Survei dilakukan sebagai langkah persiapan, dengan serangkaian tujuan. Pertama, servei
untuk menemukan di mana anak tunanetra berada, berapa yang bersekolah, berapa yang
masih tinggal saja di rumah, dan berapa orang yang pernah bersekolah namun berhenti di
tengah jalan. Dalam upaya menemukan anak tunanetra, khususnya yang berada di daerah
terpencil yang sulit dijangkau, kementerian pendidikan bahkan mendapatkan bantuan dari
tentara berupa kendaraan yang memungkinkan berjalan di daerah-daerah dengan kondisi
sulit.
Setelah melakukan identifikasi, screening penglihatan dilakukan untuk mengkategorikan kondisi ketunanetraan mereka, khususnya untuk anak-anak yang lemah penglihatan. Dari survei ini,
diperkirakan ada 14,000 anak tunanetra dengan usia balita hingga 18 tahun. Pada saat melakukan pendataan anak tunanetra, serangkaian pertanyaan juga diberikan kepada orang tua. Apakah
mereka tahu bahwa Undang-Undang memerintahkan orang tua untuk membawa anak-anak mereka, termasuk anak disabilitas ke sekolah, apakah orang tua tahu bahwa anak tunanetra bisa
bersekolah, dan di mana dapat bersekolah.

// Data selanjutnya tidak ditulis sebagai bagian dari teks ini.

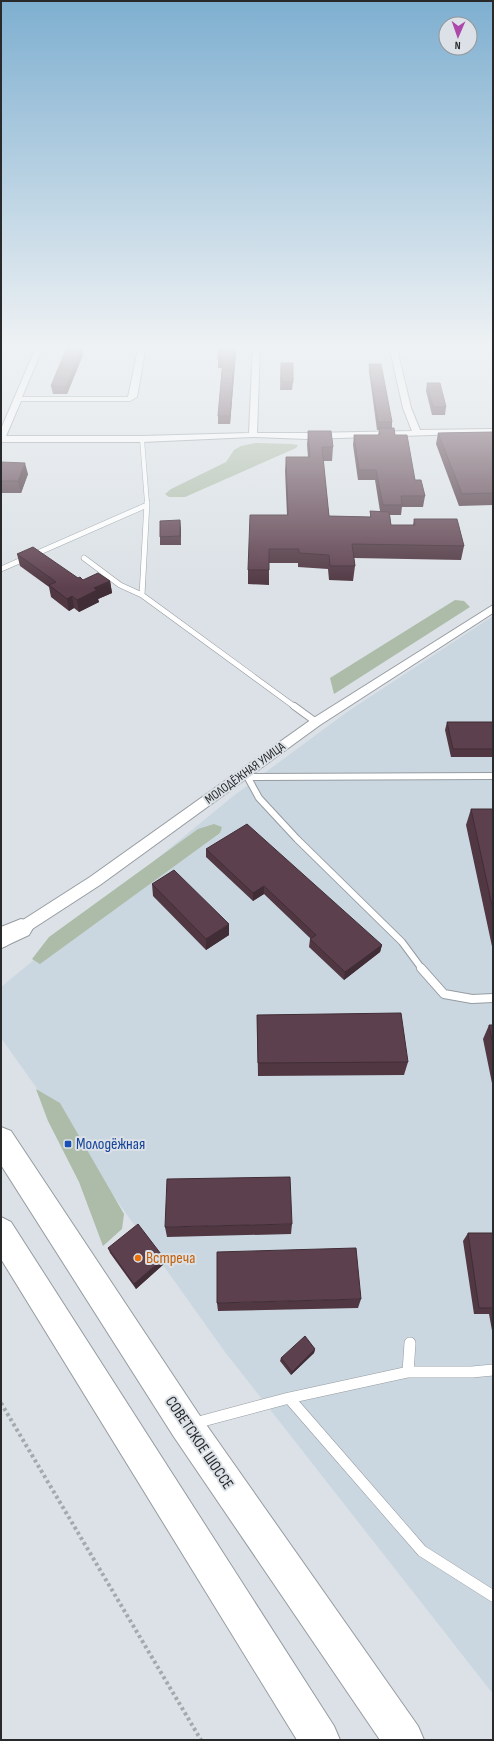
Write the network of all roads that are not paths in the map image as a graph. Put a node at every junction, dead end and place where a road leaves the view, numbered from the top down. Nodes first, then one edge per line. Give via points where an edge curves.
1 (7, 426) edge
2 (253, 426) edge
3 (414, 426) edge
4 (493, 432) edge
5 (417, 434) junction
6 (253, 435) junction
7 (1, 439) edge
8 (142, 439) junction
9 (147, 505) junction
10 (84, 558) dead end
11 (1, 569) edge
12 (142, 595) junction
13 (493, 608) edge
14 (316, 722) junction
15 (493, 776) edge
16 (244, 777) junction
17 (11, 933) edge
18 (1, 942) edge
19 (493, 998) edge
20 (1, 1140) edge
21 (1, 1232) edge
22 (410, 1343) dead end
23 (493, 1370) edge
24 (408, 1372) junction
25 (290, 1398) junction
26 (186, 1426) junction
27 (493, 1596) edge
28 (320, 1740) edge
29 (404, 1740) edge

1 - 7 street
2 - 6 street
3 - 5 street
4 - 5 street
5 - 6 street
6 - 8 street
7 - 8 street
8 - 9 lane
9 - 11 lane
9 - 12 lane
10 - 12 lane via 120,585
12 - 14 lane
13 - 14 street, МОЛОДЁЖНАЯ УЛИЦА
14 - 16 street, МОЛОДЁЖНАЯ УЛИЦА
15 - 16 lane
16 - 17 street, МОЛОДЁЖНАЯ УЛИЦА via 95,881
16 - 19 lane via 259,798 297,839 402,942 444,994 472,999
17 - 18 street, МОЛОДЁЖНАЯ УЛИЦА
20 - 26 highway, СОВЕТСКОЕ ШОССЕ
21 - 28 highway
22 - 24 lane
23 - 24 lane
24 - 25 lane
25 - 26 lane
25 - 27 lane via 422,1551
26 - 29 highway, СОВЕТСКОЕ ШОССЕ

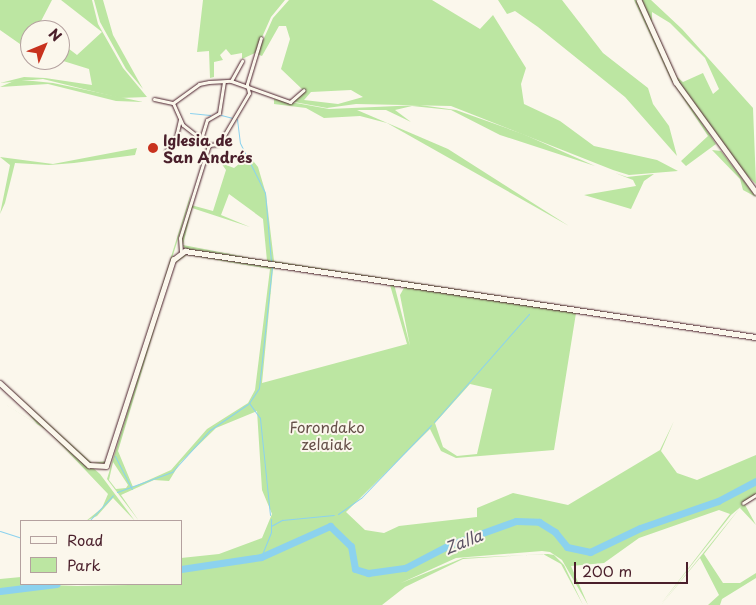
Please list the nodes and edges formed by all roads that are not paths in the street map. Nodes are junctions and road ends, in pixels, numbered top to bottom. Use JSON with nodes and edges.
{"nodes":[{"id":1,"x":639,"y":0,"type":"edge"},
{"id":2,"x":261,"y":38,"type":"dead end"},
{"id":3,"x":242,"y":61,"type":"dead end"},
{"id":4,"x":224,"y":81,"type":"junction"},
{"id":5,"x":231,"y":81,"type":"junction"},
{"id":6,"x":250,"y":89,"type":"junction"},
{"id":7,"x":304,"y":90,"type":"dead end"},
{"id":8,"x":154,"y":99,"type":"dead end"},
{"id":9,"x":173,"y":103,"type":"junction"},
{"id":10,"x":180,"y":119,"type":"junction"},
{"id":11,"x":202,"y":136,"type":"junction"},
{"id":12,"x":209,"y":145,"type":"junction"},
{"id":13,"x":166,"y":151,"type":"dead end"},
{"id":14,"x":756,"y":192,"type":"edge"},
{"id":15,"x":181,"y":252,"type":"junction"},
{"id":16,"x":756,"y":336,"type":"edge"},
{"id":17,"x":0,"y":382,"type":"edge"},
{"id":18,"x":756,"y":495,"type":"edge"},
{"id":19,"x":743,"y":504,"type":"dead end"}],
"edges":[{"from":1,"to":14,"type":"street"},
{"from":2,"to":6,"type":"street"},
{"from":3,"to":5,"type":"street"},
{"from":4,"to":5,"type":"street"},
{"from":4,"to":9,"type":"street"},
{"from":4,"to":11,"type":"street"},
{"from":5,"to":6,"type":"street"},
{"from":6,"to":7,"type":"street"},
{"from":6,"to":12,"type":"street"},
{"from":8,"to":9,"type":"street"},
{"from":9,"to":10,"type":"street"},
{"from":10,"to":11,"type":"street"},
{"from":10,"to":13,"type":"street"},
{"from":11,"to":12,"type":"street"},
{"from":12,"to":15,"type":"street"},
{"from":15,"to":16,"type":"street"},
{"from":15,"to":17,"type":"street"},
{"from":18,"to":19,"type":"street"}]}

Survei kedua dilakukan terhadap sekolah. Ada berapa sekolah di Vietnam, berapa sekolah yang telah menerima anak disabilitas, berapa yang belum. Apakah sekolah mengerti bahwa ada
Undang-Undang yang mewajibkan sekolah menerima anak disabilitas. Selanjutnya survei dilakukan pula terhadap guru. Ada berapa jumlah guru di seluruh negeri, apa guru mengetahui
bagaimana mengajar anak disabilitas, dan sebagainya.
Setelah melakukan survei, Pemerintah kemudian membentuk “Badan Nasional” yang bertanggungjawab menyusun rencana strategis (renstra) “pendidikan untuk semua”, melaksanakannya,
memonitor dan mengevaluasi pelaksanaan tersebut. Badan nasional ini terdiri dari banyak pemangku peran, baik dari unsur pemerintah maupun masyarakat. Dilaporkan ada 30 organisasi non
pemerintah terlibat, termasuk di dalamnya organisasi disabilitas.